回想當天醫生診斷我患NMO時,我當時心情仍平靜,好快可接受現實。當時雙眼看不見東西,雙腳無力,大小便失禁…仿佛自己只剩下雙手和一張嘴,腦海裡想及未來幾十年怎樣過?經過三個多月醫院治療,十分多謝我的家人、同事、同學們多次抽空來探望,陪我傾談說笑。特別是我丈夫阿深每天放工後都來醫院幫我清潔和按摩,辛苦了他。大家給我的安慰及鼓勵,我都非常感動,幾經波折和奮鬥,多得家人和朋友的扶持,我才可以重新振作做人。我那時最擔心的是將近百歲的母親,她知道我生病後,幸好表現平靜,住院期間就用視像電話和她傾談。
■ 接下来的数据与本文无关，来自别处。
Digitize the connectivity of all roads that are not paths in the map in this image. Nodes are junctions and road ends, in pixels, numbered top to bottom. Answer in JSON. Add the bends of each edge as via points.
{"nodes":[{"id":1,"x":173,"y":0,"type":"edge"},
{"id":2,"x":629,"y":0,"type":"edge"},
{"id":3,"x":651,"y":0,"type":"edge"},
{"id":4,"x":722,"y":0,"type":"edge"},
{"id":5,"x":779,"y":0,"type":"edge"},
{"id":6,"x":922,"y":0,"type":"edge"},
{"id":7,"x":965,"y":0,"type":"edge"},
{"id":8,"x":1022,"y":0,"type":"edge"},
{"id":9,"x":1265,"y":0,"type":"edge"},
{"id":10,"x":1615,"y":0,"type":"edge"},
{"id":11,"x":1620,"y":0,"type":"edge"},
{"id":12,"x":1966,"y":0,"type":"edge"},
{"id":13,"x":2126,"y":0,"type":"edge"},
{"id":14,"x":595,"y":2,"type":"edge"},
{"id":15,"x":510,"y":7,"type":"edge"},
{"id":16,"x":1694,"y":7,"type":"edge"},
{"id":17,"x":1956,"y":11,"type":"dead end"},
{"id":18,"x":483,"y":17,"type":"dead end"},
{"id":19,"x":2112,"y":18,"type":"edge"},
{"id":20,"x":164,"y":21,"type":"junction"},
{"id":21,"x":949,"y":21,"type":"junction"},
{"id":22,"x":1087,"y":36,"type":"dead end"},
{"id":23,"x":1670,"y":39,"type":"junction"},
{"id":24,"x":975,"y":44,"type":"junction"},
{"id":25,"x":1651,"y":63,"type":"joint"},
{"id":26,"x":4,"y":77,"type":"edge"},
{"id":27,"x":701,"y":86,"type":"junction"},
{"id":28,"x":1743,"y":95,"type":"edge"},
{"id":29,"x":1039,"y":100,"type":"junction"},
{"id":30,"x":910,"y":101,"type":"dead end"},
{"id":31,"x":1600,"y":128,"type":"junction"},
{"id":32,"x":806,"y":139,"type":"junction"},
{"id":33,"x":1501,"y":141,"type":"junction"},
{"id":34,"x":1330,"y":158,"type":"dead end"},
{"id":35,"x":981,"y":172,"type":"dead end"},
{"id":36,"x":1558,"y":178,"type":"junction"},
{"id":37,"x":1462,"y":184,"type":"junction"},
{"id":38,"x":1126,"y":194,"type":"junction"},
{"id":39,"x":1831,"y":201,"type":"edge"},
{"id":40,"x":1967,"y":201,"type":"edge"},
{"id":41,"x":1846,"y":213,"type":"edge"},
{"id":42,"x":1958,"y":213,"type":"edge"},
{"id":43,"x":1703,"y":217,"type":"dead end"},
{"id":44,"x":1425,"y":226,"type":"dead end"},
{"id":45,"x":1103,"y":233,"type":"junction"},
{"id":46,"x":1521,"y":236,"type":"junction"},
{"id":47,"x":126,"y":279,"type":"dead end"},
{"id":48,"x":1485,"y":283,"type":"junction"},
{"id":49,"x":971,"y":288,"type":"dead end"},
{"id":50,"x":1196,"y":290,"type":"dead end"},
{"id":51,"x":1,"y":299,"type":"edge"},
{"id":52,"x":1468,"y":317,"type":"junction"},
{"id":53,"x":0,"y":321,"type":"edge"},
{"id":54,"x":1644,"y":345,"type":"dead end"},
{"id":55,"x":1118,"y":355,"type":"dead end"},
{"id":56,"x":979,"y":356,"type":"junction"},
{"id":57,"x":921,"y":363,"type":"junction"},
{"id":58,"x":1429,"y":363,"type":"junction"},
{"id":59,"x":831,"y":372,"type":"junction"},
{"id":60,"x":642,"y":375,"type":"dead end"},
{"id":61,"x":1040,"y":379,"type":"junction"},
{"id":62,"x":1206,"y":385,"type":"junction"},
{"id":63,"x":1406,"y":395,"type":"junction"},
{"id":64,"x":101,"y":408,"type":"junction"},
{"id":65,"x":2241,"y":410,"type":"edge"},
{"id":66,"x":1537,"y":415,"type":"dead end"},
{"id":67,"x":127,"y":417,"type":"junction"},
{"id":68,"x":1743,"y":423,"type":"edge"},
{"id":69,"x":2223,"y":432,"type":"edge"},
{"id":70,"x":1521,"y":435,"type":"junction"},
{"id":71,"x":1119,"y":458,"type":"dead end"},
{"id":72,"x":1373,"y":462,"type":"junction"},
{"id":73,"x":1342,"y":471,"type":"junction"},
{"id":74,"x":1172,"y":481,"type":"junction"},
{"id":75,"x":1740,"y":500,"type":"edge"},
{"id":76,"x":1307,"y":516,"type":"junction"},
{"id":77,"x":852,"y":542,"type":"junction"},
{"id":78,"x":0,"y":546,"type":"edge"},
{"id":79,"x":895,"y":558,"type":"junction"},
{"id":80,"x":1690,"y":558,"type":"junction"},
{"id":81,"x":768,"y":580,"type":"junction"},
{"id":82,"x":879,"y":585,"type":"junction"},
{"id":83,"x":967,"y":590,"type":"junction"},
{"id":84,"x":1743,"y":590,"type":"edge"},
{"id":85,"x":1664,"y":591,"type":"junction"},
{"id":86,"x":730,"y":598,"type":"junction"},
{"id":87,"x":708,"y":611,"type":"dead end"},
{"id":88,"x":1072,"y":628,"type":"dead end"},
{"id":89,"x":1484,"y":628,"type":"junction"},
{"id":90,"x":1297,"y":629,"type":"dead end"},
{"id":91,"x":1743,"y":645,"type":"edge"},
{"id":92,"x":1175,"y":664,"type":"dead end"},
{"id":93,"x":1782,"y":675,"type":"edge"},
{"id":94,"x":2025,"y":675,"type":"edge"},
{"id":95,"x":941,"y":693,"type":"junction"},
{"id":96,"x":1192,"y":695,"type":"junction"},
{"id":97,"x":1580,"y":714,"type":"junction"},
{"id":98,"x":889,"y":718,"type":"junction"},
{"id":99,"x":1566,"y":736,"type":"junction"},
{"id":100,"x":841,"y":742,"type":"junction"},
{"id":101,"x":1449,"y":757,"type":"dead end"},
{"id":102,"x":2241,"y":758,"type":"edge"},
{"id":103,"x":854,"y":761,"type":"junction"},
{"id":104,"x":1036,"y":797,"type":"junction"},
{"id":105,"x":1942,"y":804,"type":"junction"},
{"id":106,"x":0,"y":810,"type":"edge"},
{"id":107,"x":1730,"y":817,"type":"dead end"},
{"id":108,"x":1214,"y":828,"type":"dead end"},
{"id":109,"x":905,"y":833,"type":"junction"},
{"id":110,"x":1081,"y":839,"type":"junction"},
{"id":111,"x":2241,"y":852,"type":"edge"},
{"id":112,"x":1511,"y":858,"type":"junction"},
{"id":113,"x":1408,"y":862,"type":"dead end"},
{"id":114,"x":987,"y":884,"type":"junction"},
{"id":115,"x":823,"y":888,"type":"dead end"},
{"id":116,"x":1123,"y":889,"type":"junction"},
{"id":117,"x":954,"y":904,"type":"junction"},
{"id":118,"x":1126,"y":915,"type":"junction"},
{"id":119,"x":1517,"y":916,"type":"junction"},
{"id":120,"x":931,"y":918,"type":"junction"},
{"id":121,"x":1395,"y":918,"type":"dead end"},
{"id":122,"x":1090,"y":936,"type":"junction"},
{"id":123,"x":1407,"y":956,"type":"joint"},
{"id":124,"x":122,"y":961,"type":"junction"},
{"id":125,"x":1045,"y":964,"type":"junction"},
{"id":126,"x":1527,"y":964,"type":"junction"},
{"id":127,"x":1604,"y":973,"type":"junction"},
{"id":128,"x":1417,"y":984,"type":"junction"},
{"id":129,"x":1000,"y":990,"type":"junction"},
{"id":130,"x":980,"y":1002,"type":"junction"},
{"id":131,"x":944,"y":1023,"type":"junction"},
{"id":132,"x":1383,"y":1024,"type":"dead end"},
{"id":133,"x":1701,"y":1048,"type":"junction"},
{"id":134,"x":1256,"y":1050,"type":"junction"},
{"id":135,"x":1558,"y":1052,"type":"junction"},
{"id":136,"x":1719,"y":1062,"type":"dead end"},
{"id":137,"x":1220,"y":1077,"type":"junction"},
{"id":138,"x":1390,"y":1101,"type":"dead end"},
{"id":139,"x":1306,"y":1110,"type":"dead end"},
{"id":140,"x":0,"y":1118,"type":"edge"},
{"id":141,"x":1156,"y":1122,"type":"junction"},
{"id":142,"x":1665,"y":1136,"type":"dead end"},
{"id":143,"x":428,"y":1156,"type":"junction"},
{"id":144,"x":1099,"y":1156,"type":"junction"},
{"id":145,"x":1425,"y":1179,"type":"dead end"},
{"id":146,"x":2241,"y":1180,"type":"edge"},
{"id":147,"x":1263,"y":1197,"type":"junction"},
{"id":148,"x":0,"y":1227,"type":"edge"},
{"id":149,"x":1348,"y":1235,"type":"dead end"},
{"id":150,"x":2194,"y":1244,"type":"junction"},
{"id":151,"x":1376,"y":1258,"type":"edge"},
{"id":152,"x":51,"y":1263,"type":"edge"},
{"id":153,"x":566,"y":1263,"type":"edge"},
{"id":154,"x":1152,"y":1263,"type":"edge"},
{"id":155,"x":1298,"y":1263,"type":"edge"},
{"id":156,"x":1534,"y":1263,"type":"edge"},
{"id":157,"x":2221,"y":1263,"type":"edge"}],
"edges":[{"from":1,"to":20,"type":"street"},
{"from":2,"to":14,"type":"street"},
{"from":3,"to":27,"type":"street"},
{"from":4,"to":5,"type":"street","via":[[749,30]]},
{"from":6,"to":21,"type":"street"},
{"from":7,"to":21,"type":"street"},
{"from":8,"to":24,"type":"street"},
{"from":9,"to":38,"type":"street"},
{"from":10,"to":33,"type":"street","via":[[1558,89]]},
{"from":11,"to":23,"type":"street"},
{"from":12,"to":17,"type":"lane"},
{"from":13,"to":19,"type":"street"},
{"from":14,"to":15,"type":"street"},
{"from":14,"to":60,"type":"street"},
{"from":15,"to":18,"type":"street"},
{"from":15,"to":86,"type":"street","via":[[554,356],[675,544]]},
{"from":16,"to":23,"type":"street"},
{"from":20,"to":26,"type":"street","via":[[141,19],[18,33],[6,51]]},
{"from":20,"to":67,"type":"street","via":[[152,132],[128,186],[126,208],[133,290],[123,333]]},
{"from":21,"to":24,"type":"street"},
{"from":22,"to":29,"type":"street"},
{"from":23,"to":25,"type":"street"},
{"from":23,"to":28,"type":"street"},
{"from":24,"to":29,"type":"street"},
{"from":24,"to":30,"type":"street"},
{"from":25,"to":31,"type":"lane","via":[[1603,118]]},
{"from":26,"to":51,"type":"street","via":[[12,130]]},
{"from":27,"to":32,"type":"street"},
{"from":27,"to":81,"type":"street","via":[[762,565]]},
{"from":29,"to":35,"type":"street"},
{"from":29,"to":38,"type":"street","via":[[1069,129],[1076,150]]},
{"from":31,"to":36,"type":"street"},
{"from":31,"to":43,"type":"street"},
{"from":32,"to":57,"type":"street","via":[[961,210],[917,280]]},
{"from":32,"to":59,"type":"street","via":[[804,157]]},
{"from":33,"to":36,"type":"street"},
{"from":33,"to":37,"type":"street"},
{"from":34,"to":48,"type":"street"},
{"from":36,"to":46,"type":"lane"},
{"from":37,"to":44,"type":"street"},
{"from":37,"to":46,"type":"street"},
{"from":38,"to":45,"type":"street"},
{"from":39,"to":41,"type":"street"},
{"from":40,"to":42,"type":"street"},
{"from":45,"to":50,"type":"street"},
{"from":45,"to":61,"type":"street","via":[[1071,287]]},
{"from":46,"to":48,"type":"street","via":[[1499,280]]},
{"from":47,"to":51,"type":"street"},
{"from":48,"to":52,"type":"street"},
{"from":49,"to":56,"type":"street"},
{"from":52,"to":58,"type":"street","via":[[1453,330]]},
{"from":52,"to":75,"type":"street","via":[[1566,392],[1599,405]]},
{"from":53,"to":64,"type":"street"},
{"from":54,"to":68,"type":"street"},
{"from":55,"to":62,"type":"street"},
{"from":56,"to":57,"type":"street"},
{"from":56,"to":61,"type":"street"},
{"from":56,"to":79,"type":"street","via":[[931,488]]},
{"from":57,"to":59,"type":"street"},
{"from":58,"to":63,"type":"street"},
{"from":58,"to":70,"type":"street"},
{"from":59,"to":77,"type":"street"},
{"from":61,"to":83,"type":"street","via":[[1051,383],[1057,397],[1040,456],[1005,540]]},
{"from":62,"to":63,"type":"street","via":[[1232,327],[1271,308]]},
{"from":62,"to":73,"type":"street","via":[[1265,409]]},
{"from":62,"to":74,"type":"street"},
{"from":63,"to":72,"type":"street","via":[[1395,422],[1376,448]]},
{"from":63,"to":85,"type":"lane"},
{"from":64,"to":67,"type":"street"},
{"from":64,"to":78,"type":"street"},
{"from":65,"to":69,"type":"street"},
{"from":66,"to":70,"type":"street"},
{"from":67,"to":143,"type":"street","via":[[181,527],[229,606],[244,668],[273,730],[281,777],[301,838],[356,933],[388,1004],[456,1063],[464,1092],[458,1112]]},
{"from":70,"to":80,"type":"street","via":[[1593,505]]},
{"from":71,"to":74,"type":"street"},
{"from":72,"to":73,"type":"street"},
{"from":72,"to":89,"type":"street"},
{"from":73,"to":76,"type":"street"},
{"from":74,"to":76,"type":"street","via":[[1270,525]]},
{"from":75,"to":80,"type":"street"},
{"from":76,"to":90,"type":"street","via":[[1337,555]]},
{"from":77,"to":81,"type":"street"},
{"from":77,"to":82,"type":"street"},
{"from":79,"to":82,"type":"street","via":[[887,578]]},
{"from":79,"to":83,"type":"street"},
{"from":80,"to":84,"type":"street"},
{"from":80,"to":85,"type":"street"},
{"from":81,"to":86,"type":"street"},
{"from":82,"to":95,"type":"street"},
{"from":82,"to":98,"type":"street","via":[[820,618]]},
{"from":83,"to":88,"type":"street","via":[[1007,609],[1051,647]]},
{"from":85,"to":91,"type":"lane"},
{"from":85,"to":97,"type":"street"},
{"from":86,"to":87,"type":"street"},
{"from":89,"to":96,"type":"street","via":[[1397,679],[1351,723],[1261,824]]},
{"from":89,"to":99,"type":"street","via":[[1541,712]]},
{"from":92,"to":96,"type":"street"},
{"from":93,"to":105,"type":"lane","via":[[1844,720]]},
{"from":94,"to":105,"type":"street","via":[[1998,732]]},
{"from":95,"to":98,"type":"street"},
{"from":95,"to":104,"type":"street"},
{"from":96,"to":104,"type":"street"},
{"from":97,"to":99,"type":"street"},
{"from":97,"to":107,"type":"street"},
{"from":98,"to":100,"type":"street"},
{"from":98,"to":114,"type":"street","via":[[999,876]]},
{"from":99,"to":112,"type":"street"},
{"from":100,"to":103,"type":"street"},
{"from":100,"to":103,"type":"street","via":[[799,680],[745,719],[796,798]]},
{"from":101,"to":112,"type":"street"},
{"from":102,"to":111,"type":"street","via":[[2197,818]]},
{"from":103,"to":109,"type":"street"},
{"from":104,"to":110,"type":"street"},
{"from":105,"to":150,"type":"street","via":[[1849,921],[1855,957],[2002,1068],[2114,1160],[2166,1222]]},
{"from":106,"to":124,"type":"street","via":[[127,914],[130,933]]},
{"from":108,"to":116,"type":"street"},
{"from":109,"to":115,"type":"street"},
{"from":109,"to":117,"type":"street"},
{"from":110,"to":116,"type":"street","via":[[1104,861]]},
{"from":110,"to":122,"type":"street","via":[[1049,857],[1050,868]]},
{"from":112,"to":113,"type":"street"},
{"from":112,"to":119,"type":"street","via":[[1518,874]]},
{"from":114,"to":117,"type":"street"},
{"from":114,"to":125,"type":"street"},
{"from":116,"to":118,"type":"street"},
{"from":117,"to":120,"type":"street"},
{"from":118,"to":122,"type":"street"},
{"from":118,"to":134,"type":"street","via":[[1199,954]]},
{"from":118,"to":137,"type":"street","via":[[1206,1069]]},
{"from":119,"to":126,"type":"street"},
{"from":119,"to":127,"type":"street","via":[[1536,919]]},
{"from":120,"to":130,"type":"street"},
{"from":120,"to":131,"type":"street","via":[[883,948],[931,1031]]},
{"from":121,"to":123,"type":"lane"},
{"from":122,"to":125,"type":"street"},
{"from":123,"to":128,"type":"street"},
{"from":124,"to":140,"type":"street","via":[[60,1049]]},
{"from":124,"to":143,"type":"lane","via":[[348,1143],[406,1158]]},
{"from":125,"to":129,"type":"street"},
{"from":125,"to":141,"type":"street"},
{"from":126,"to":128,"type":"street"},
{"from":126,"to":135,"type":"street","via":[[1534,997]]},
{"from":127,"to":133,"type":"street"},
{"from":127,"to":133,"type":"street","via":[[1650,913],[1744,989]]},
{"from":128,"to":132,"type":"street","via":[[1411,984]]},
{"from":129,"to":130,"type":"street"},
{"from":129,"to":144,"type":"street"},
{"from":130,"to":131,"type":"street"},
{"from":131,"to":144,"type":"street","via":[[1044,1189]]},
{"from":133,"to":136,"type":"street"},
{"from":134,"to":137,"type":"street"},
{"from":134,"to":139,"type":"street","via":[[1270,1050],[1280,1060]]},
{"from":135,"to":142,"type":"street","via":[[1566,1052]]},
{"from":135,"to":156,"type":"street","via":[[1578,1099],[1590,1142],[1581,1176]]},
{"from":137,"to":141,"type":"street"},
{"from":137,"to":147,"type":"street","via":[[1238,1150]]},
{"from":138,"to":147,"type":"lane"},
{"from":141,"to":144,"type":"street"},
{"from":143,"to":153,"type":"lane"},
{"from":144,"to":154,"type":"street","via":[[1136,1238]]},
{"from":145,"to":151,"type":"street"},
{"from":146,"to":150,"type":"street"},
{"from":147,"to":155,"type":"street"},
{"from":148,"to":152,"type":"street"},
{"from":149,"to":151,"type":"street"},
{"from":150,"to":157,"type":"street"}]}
回家後我繼續到醫院做物理治療,第二次覆診時醫生指無需繼續食藥,只需每年注射一個生物製劑療程來控制病情,以防復發。當我知道只有預防作用,我一口拒絕。丈夫指西醫不能根治,就嘗試中醫。我本來不信任中醫,眼見西醫並無進一步跟進,就聽從丈夫的話,找中醫診症並跟從指示服藥和進行針灸,還有梅花針放血等。




失明不能難阻我走進這世界

身體情況略有改善,我便加入了盲人中心,從此參與協會各項活動:新學員分享會,單對單訓練,認識視障人士用品,視障人士身體保護法,定向行走,如何使用手杖,家居訓練,烹飪,電腦和電話的簡單操作,點字摸讀和電腦點寫易輸入法等。我非常多謝導師們的指點,我會不斷練習,用於日常生活。


直至現在我仍有看中醫,刺激神經線細胞,不斷有改善。雖然我眼仍是看不見彩色世界,但已可以看到大型黑白影子,亦可隱約看到樓梯級邊,就算沒握手杖我仍膽敢前行;雙腳雖然間中仍有麻痺,但已可如常走路。我堅信將來會更好!


我認為性格主宰未來,我們的未來都是握在自己手中。香港有很多失明人士以種種理由減少社交活動,有些會員不願持手杖出街,實在錯過好多開放自己的機會,其實中心招募很多義工帶領我們出席活動:中國短線旅行團,行山隊等節目。只要我們多踏出一步,這世界有好多人好樂意陪我們同行。


我希望大家可好好多做運動,強健身體,把快樂掩蓋憂傷,開開心心渡過每一天,大家一同努力加油!